**Task to carry out:** Write out the entire listing exactly, so that each line matches the original.
^^^^^^^^
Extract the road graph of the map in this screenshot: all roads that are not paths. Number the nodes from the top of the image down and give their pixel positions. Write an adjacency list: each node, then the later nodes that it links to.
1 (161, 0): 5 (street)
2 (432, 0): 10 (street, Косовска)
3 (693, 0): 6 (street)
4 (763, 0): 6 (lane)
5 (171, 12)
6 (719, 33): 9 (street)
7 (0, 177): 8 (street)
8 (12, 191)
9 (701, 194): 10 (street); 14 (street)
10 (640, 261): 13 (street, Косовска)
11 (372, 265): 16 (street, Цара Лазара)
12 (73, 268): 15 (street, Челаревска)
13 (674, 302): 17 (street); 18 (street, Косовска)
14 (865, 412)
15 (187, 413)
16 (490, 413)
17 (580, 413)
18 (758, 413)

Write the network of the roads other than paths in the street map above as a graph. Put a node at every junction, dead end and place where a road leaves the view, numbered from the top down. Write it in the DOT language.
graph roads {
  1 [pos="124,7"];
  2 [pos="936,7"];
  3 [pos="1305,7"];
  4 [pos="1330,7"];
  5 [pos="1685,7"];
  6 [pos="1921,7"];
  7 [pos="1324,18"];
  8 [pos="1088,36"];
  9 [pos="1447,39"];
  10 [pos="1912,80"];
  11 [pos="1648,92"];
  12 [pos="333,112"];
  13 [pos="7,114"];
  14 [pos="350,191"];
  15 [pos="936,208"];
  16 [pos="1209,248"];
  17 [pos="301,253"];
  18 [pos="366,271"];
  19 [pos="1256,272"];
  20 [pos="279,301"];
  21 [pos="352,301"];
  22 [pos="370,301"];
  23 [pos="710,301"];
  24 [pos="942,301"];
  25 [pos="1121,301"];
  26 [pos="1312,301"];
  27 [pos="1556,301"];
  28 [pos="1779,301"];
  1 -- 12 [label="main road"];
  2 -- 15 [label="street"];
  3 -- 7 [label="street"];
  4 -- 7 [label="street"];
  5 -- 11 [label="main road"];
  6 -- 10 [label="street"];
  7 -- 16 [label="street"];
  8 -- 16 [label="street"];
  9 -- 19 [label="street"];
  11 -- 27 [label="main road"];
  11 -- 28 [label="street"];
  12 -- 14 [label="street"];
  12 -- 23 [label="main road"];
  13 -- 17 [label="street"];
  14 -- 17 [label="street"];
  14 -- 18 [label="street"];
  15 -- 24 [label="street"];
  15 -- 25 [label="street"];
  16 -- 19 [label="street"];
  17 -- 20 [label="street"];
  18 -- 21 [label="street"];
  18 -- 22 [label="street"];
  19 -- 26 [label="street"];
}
^^^^^^^^
**Solution to this exercise:**
Extract the road graph of the map in this screenshot: all roads that are not paths. Number the nodes from the top of the image down and give their pixel positions. Write an adjacency list: each node, then the later nodes that it links to.
1 (161, 0): 5 (street)
2 (432, 0): 10 (street, Косовска)
3 (693, 0): 6 (street)
4 (763, 0): 6 (lane)
5 (171, 12)
6 (719, 33): 9 (street)
7 (0, 177): 8 (street)
8 (12, 191)
9 (701, 194): 10 (street); 14 (street)
10 (640, 261): 13 (street, Косовска)
11 (372, 265): 16 (street, Цара Лазара)
12 (73, 268): 15 (street, Челаревска)
13 (674, 302): 17 (street); 18 (street, Косовска)
14 (865, 412)
15 (187, 413)
16 (490, 413)
17 (580, 413)
18 (758, 413)

Write the network of the roads other than paths in the street map above as a graph. Put a node at every junction, dead end and place where a road leaves the view, numbered from the top down. Write it in the DOT language.
graph roads {
  1 [pos="124,7"];
  2 [pos="936,7"];
  3 [pos="1305,7"];
  4 [pos="1330,7"];
  5 [pos="1685,7"];
  6 [pos="1921,7"];
  7 [pos="1324,18"];
  8 [pos="1088,36"];
  9 [pos="1447,39"];
  10 [pos="1912,80"];
  11 [pos="1648,92"];
  12 [pos="333,112"];
  13 [pos="7,114"];
  14 [pos="350,191"];
  15 [pos="936,208"];
  16 [pos="1209,248"];
  17 [pos="301,253"];
  18 [pos="366,271"];
  19 [pos="1256,272"];
  20 [pos="279,301"];
  21 [pos="352,301"];
  22 [pos="370,301"];
  23 [pos="710,301"];
  24 [pos="942,301"];
  25 [pos="1121,301"];
  26 [pos="1312,301"];
  27 [pos="1556,301"];
  28 [pos="1779,301"];
  1 -- 12 [label="main road"];
  2 -- 15 [label="street"];
  3 -- 7 [label="street"];
  4 -- 7 [label="street"];
  5 -- 11 [label="main road"];
  6 -- 10 [label="street"];
  7 -- 16 [label="street"];
  8 -- 16 [label="street"];
  9 -- 19 [label="street"];
  11 -- 27 [label="main road"];
  11 -- 28 [label="street"];
  12 -- 14 [label="street"];
  12 -- 23 [label="main road"];
  13 -- 17 [label="street"];
  14 -- 17 [label="street"];
  14 -- 18 [label="street"];
  15 -- 24 [label="street"];
  15 -- 25 [label="street"];
  16 -- 19 [label="street"];
  17 -- 20 [label="street"];
  18 -- 21 [label="street"];
  18 -- 22 [label="street"];
  19 -- 26 [label="street"];
}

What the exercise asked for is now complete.